The wild card is the new Bush Administration. Its antitrust enforcement is not yet in place, so Monti has not had a chance to establish a dialogue. The most obvious conclusion is that a Bush antitrust division will not go down the path of the EU or the Clinton antitrust division.

Still, don't expect the Bush Administration to turn its back entirely on the EU merger policy. Convergence between the U.S. and Europe will continue, albeit, according to professor Hovenkamp, at a slower pace. Perhaps Bush's antitrust division will let the EU take the lead on activism. However, keeping U.S. antitrust enforcers close to Monti is too important for U.S. companies for the Bush Administration to undo the cooperation (with its activist leanings) started by Clinton's Antitrust Division after the Boeing case.

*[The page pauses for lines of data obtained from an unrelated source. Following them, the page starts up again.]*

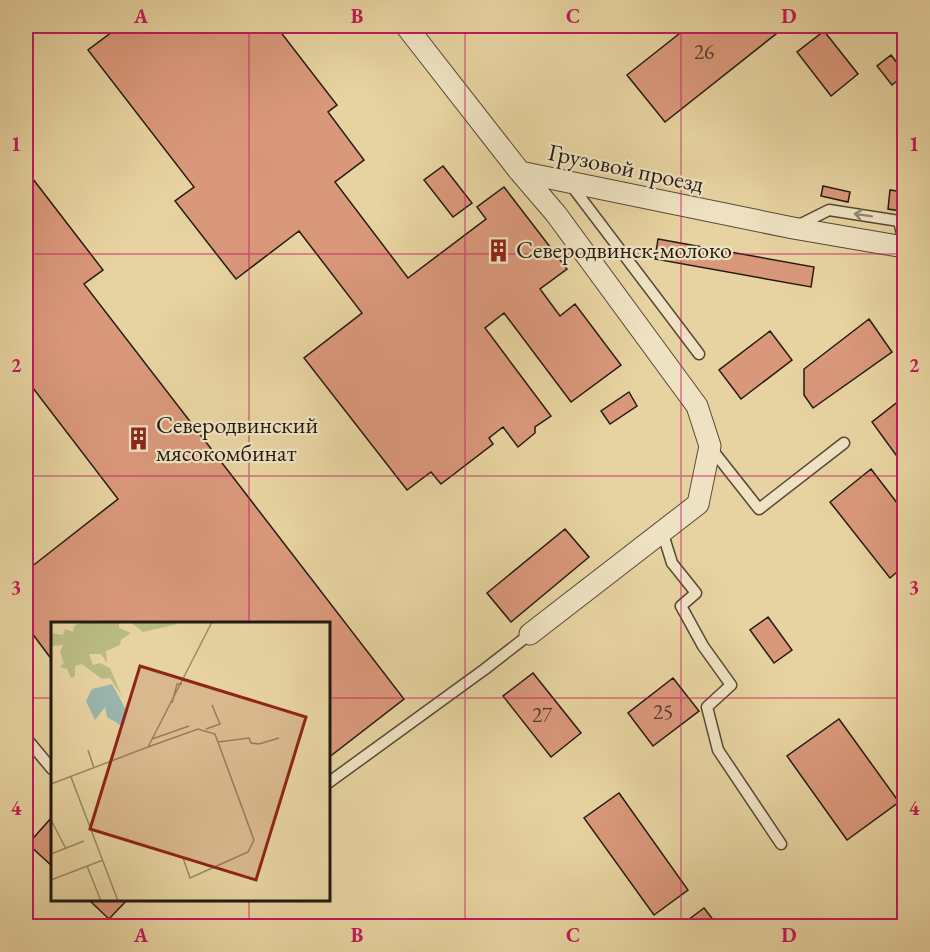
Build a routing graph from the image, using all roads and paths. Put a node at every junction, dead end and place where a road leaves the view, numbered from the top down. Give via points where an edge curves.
1 (406, 26) edge
2 (520, 172) junction
3 (569, 182) junction
4 (904, 244) edge
5 (699, 354) dead end
6 (844, 443) dead end
7 (710, 446) junction
8 (662, 531) junction
9 (530, 634) joint
10 (26, 738) edge
11 (51, 768) edge
12 (330, 782) edge
13 (781, 844) dead end

1 - 2 street, Грузовой проезд
2 - 3 street, Грузовой проезд
2 - 7 street via 556,214 698,406
3 - 4 street, Грузовой проезд via 793,228
3 - 5 lane
6 - 7 lane via 759,509
7 - 8 street via 698,504
8 - 9 street
8 - 13 lane via 672,563 696,593 681,606 731,685 707,707 718,750
9 - 12 lane
10 - 11 lane

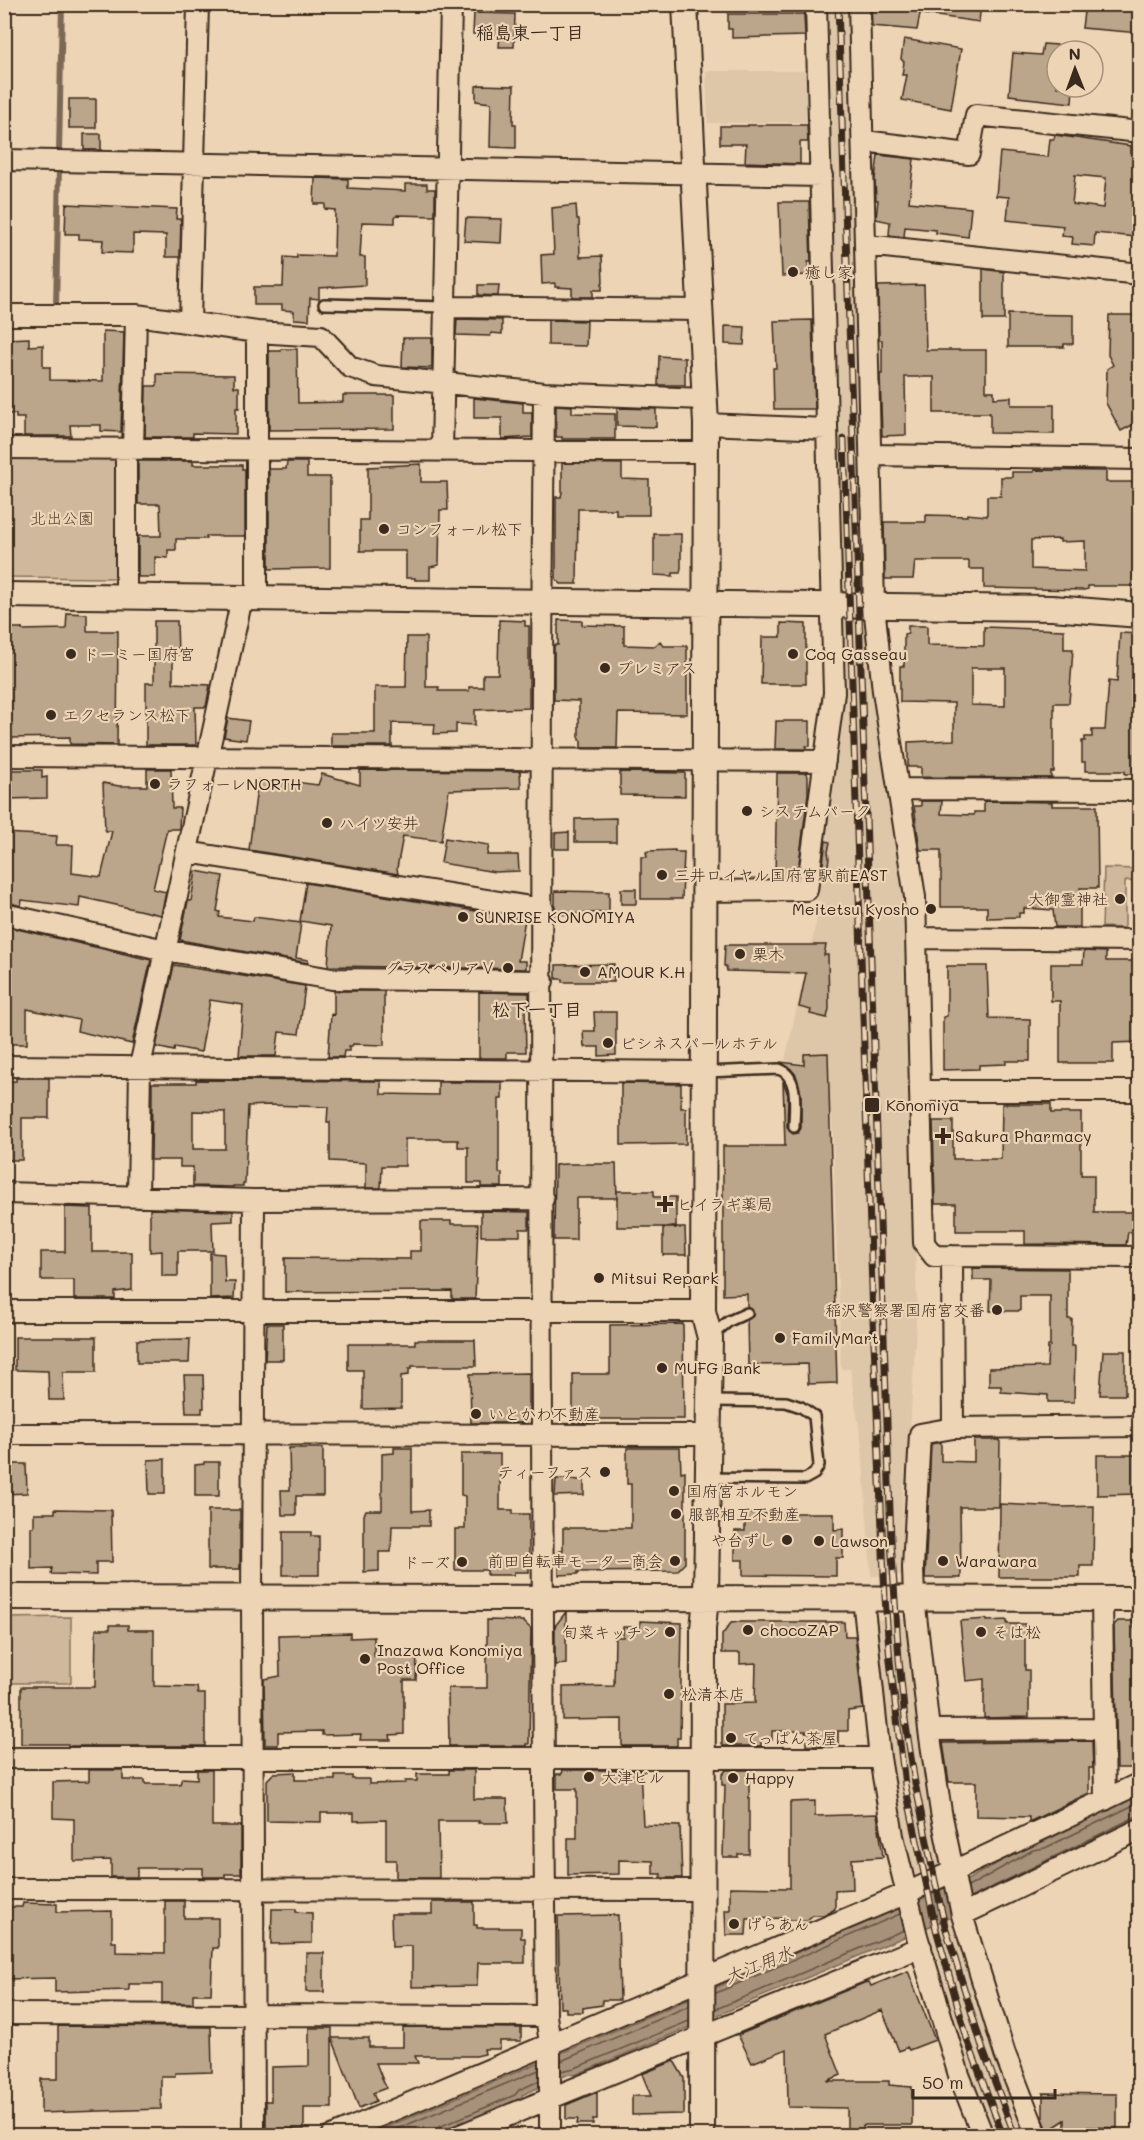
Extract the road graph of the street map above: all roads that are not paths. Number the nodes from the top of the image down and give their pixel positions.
1 (198, 4) edge
2 (451, 4) edge
3 (685, 4) edge
4 (816, 4) edge
5 (859, 4) edge
6 (1140, 132) edge
7 (864, 141) junction
8 (4, 159) edge
9 (194, 163) junction
10 (448, 168) junction
11 (693, 173) junction
12 (822, 176) junction
13 (866, 245) junction
14 (1140, 274) edge
15 (324, 304) dead end
16 (445, 307) junction
17 (700, 310) junction
18 (4, 315) edge
19 (136, 315) junction
20 (190, 323) junction
21 (256, 332) junction
22 (442, 383) junction
23 (544, 393) junction
24 (704, 399) junction
25 (706, 424) junction
26 (827, 429) junction
27 (4, 448) edge
28 (130, 450) junction
29 (256, 451) junction
30 (442, 451) junction
31 (544, 452) junction
32 (706, 452) junction
33 (871, 455) junction
34 (1140, 459) edge
35 (4, 595) edge
36 (126, 597) junction
37 (249, 598) junction
38 (542, 602) junction
39 (706, 604) junction
40 (874, 605) junction
41 (832, 606) junction
42 (1140, 615) edge
43 (4, 756) edge
44 (207, 759) junction
45 (543, 760) junction
46 (704, 760) junction
47 (825, 761) junction
48 (898, 789) junction
49 (1140, 790) edge
50 (187, 852) junction
51 (704, 891) junction
52 (543, 909) junction
53 (4, 914) edge
54 (916, 938) junction
55 (1140, 940) edge
56 (165, 950) junction
57 (543, 981) junction
58 (4, 1066) edge
59 (140, 1066) junction
60 (543, 1071) junction
61 (704, 1072) junction
62 (920, 1091) junction
63 (1140, 1091) edge
64 (794, 1127) dead end
65 (4, 1193) edge
66 (138, 1197) junction
67 (543, 1199) junction
68 (254, 1200) junction
69 (952, 1256) junction
70 (1140, 1257) edge
71 (4, 1311) edge
72 (253, 1311) junction
73 (543, 1311) junction
74 (703, 1311) junction
75 (747, 1313) dead end
76 (710, 1338) junction
77 (709, 1401) junction
78 (1140, 1426) edge
79 (953, 1428) junction
80 (4, 1434) edge
81 (253, 1434) junction
82 (543, 1435) junction
83 (708, 1435) junction
84 (708, 1478) junction
85 (4, 1597) edge
86 (252, 1597) junction
87 (543, 1597) junction
88 (706, 1597) junction
89 (863, 1598) junction
90 (914, 1598) junction
91 (1102, 1599) junction
92 (1140, 1599) edge
93 (1103, 1729) junction
94 (928, 1730) junction
95 (4, 1758) edge
96 (880, 1758) junction
97 (252, 1759) junction
98 (544, 1759) junction
99 (703, 1759) junction
100 (1140, 1783) edge
101 (1105, 1800) junction
102 (1140, 1828) edge
103 (955, 1876) junction
104 (4, 1889) edge
105 (253, 1890) junction
106 (545, 1890) junction
107 (702, 1890) junction
108 (908, 1897) junction
109 (962, 1914) junction
110 (919, 1941) junction
111 (703, 1984) junction
112 (4, 2014) edge
113 (254, 2015) junction
114 (546, 2016) junction
115 (702, 2029) junction
116 (550, 2049) junction
117 (550, 2093) junction
118 (254, 2136) edge
119 (332, 2136) edge
120 (458, 2136) edge
121 (550, 2136) edge
122 (702, 2136) edge
123 (983, 2136) edge
124 (1037, 2136) edge

1 - 9 street
2 - 10 street
3 - 11 street
4 - 12 street
5 - 7 street
6 - 7 street
7 - 13 street
8 - 9 street
9 - 10 street
9 - 20 street
10 - 11 street
10 - 16 street
11 - 12 street
11 - 17 street
12 - 26 street
13 - 14 street
13 - 33 street
15 - 16 lane
16 - 17 street
16 - 22 street
17 - 24 street
18 - 19 street
19 - 20 street
19 - 28 street
20 - 21 street
21 - 22 street
21 - 29 street
22 - 23 street
22 - 30 street
23 - 24 street
23 - 31 street
24 - 25 street
25 - 26 street
25 - 32 street
26 - 41 street
27 - 28 street
28 - 29 street
28 - 36 street
29 - 30 street
29 - 37 street
30 - 31 street
31 - 32 street
31 - 38 street
32 - 39 street
33 - 34 street
33 - 40 street
35 - 36 street
36 - 37 street
37 - 38 street
37 - 44 street
38 - 39 street
38 - 45 street
39 - 41 street
39 - 46 street
40 - 41 street
40 - 42 street
40 - 48 street
41 - 47 street
43 - 44 street
44 - 45 street
44 - 50 street
45 - 46 street
45 - 52 street
46 - 47 street
46 - 51 street
47 - 51 street
48 - 49 street
48 - 54 street
50 - 52 street
50 - 56 street
51 - 61 street
52 - 57 street
53 - 56 street
54 - 55 street
54 - 62 street
56 - 57 street
56 - 59 street
57 - 60 street
58 - 59 street
59 - 60 street
59 - 66 street
60 - 61 street
60 - 67 street
61 - 64 lane
61 - 74 street
62 - 63 street
62 - 69 street
65 - 66 street
66 - 68 street
67 - 68 street
67 - 73 street
68 - 72 street
69 - 70 street
69 - 79 street
71 - 72 street
72 - 73 street
72 - 81 street
73 - 74 street
73 - 82 street
74 - 76 street
75 - 76 lane
76 - 77 street
77 - 83 street
77 - 84 lane
78 - 79 street
79 - 90 street
80 - 81 street
81 - 82 street
81 - 86 street
82 - 83 street
82 - 87 street
83 - 84 street
84 - 88 street
85 - 86 street
86 - 87 street
86 - 97 street
87 - 88 street
87 - 98 street
88 - 89 street
88 - 99 street
89 - 90 street
89 - 96 street
90 - 91 street
90 - 94 street
91 - 92 street
91 - 93 street
93 - 94 street
93 - 101 street
94 - 103 street
95 - 97 street
96 - 99 street
96 - 108 street
97 - 98 street
97 - 105 street
98 - 99 street
98 - 106 street
99 - 107 street
100 - 101 street
101 - 103 street
102 - 109 street
103 - 108 street
103 - 109 street
104 - 105 street
105 - 106 street
105 - 113 street
106 - 107 street
106 - 114 street
107 - 111 street
108 - 110 street
108 - 111 street
109 - 124 street
110 - 115 street
110 - 123 street
111 - 115 street
111 - 116 street
112 - 113 street
113 - 114 street
113 - 118 street
114 - 116 street
115 - 117 street
115 - 122 street
116 - 117 street
116 - 119 street
117 - 120 street
117 - 121 street

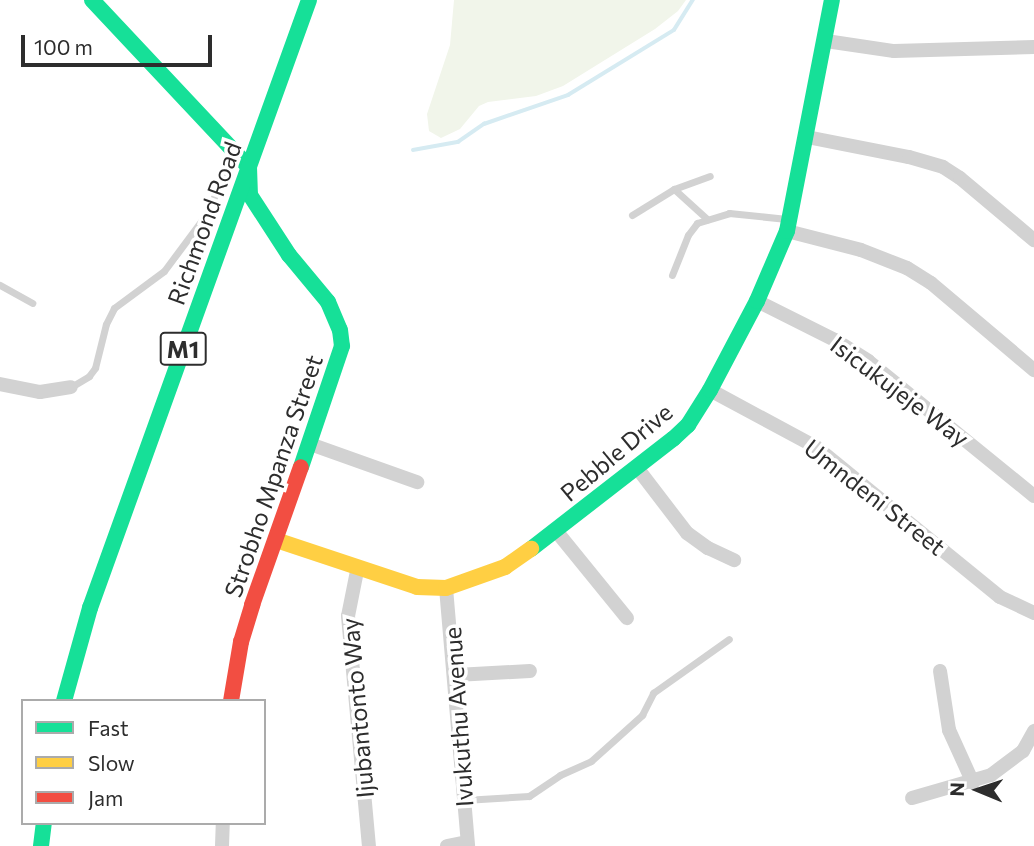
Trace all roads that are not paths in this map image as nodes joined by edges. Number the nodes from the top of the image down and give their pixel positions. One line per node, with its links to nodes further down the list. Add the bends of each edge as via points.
1 (92, 0): 7 (main road)
2 (309, 0): 8 (main road, Richmond Road / M1)
3 (832, 0): 4 (main road, Pebble Drive)
4 (826, 41): 5 (street, via 894,51); 6 (main road, Pebble Drive)
5 (1034, 47)
6 (807, 137): 13 (main road, Pebble Drive); 14 (street, via 943,167)
7 (235, 152): 8 (main road); 21 (lane, via 205,216 164,271 114,308 95,368)
8 (249, 167): 23 (main road, Strobho Mpanza Street, via 250,195 289,255 328,302 340,330 342,346); 38 (main road, Richmond Road / M1, via 90,608)
9 (710, 176): 10 (lane)
10 (674, 189): 11 (lane); 12 (lane)
11 (632, 215)
12 (707, 219): 13 (lane, via 729,213); 15 (lane, via 688,235)
13 (788, 225): 17 (main road, Pebble Drive); 19 (street, via 906,268 931,283)
14 (1034, 240)
15 (672, 275)
16 (0, 285): 18 (lane)
17 (757, 301): 22 (main road, Pebble Drive); 26 (street, Isicukujeje Way, via 868,361)
18 (32, 303)
19 (1034, 370)
20 (0, 384): 21 (street, via 40,392)
21 (71, 387)
22 (710, 390): 24 (main road, Pebble Drive, via 688,425); 32 (street, Umndeni Street, via 816,447 1000,597)
23 (310, 444): 25 (street); 28 (main road, Strobho Mpanza Street)
24 (638, 469): 27 (main road, Pebble Drive); 29 (street, via 687,533)
25 (417, 482)
26 (1034, 496)
27 (556, 532): 31 (main road, Pebble Drive, via 505,567); 33 (street)
28 (276, 540): 30 (main road, Pebble Drive); 39 (main road, Strobho Mpanza Street, via 241,642)
29 (734, 560)
30 (356, 571): 31 (main road, Pebble Drive, via 417,587); 49 (street, Ijubantonto Way, via 348,616)
31 (446, 588): 37 (street, Ivukuthu Avenue)
32 (1034, 613)
33 (628, 618)
34 (729, 639): 43 (lane, via 653,693 642,715 591,761 529,796)
35 (530, 671): 37 (street)
36 (940, 671): 41 (street, via 949,730)
37 (456, 675): 43 (street, Ivukuthu Avenue)
38 (65, 699)
39 (231, 699)
40 (1034, 731): 41 (street, via 1023,751 1009,763)
41 (973, 783): 42 (street)
42 (912, 799)
43 (464, 800): 46 (street, Ivukuthu Avenue)
44 (44, 825): 47 (main road)
45 (223, 825): 48 (street)
46 (467, 844): 50 (street)
47 (41, 846)
48 (222, 846)
49 (369, 846)
50 (447, 846)

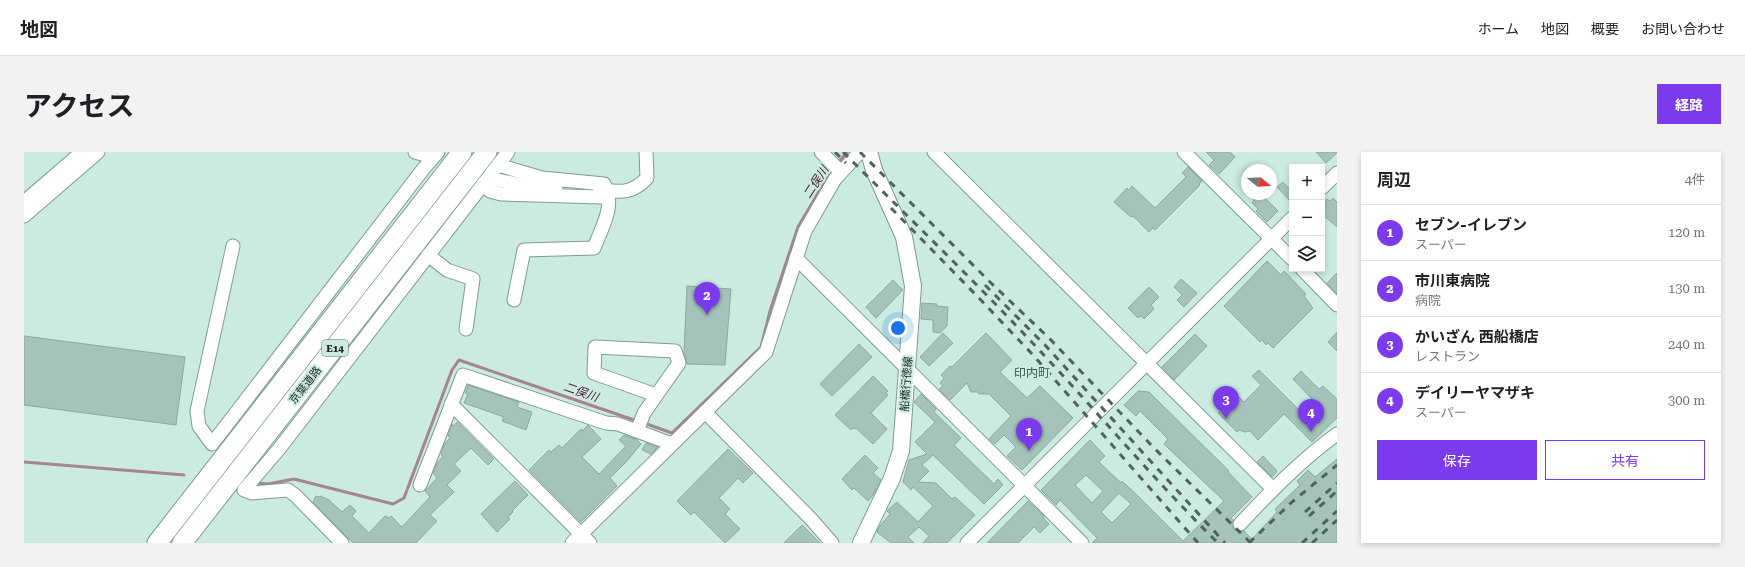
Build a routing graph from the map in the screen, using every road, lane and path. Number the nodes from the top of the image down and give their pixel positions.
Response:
1 (82, 152) edge
2 (98, 152) edge
3 (415, 152) edge
4 (462, 152) edge
5 (508, 152) edge
6 (646, 152) edge
7 (821, 152) edge
8 (860, 152) edge
9 (869, 152) edge
10 (934, 152) edge
11 (1184, 152) edge
12 (434, 154) edge
13 (493, 159) edge
14 (841, 172) junction
15 (1337, 173) edge
16 (488, 182) junction
17 (1325, 185) edge
18 (608, 191) junction
19 (24, 202) edge
20 (24, 216) edge
21 (1289, 221) edge
22 (1271, 239) junction
23 (233, 246) dead end
24 (428, 255) junction
25 (1289, 256) edge
26 (796, 258) junction
27 (1305, 272) edge
28 (514, 300) dead end
29 (1337, 305) edge
30 (466, 329) dead end
31 (1146, 363) junction
32 (908, 371) junction
33 (656, 396) junction
34 (451, 404) junction
35 (705, 412) junction
36 (637, 431) junction
37 (1337, 434) edge
38 (672, 444) junction
39 (420, 485) dead end
40 (1024, 486) junction
41 (1273, 489) junction
42 (1240, 524) tunnel mouth
43 (581, 540) edge
44 (157, 543) edge
45 (182, 543) edge
46 (342, 543) edge
47 (832, 543) edge
48 (861, 543) edge
49 (967, 543) edge
50 (1082, 543) edge

1 - 19 street
2 - 20 street
3 - 12 street
4 - 44 highway, 京葉道路 / E14
5 - 13 street
6 - 18 street
7 - 14 street
8 - 14 street
9 - 32 main road, 船橋行徳線
10 - 31 street
11 - 22 street
12 - 23 street
13 - 16 street
13 - 18 street
13 - 45 highway, 京葉道路 / E14
14 - 26 street
15 - 17 street
16 - 18 street
16 - 24 street
18 - 28 street
21 - 22 street
22 - 25 street
22 - 31 street
24 - 30 street
24 - 46 street
26 - 32 street
26 - 35 street
27 - 29 street
31 - 40 street
31 - 41 street
32 - 40 street
32 - 48 main road, 船橋行徳線
33 - 33 street
33 - 36 street
34 - 36 street
34 - 39 street
34 - 43 street
35 - 38 street
35 - 47 street
36 - 38 street
37 - 41 street
38 - 43 street
40 - 49 street
40 - 50 street
41 - 42 street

The Department of Justice's approval of the GE-Honeywell merger last week telegraphs an accommodating position toward the EU, but with limits. Justice approved the merger, but not outright, indicating that it is not averse to tinkering. By making only minor changes, it has sent a message to the EU that its flexibility and commitment to convergence goes only so far. After taking a small step toward EU-type activism, it is signaling that Monti now must take a step toward a more hands-off policy, if it wants to operate in concert with this administration.

The EU needs that trend of cooperation to continue. U.S. support has allowed the commission to take bold positions in some giant mergers of U.S. companies. Monti will not grandstand publicly with the risk of getting into an early fight with the mysterious, unknown, potentially divergent Bush Antitrust Division.

The most likely result? Monti threatens GE. GE gets the Bush Administration to threaten the commission. GE agrees to some conditions tailored to particular products and markets. The deal closes in July. As professor Fox says, "I think it's just like Boeing; that's what happened there."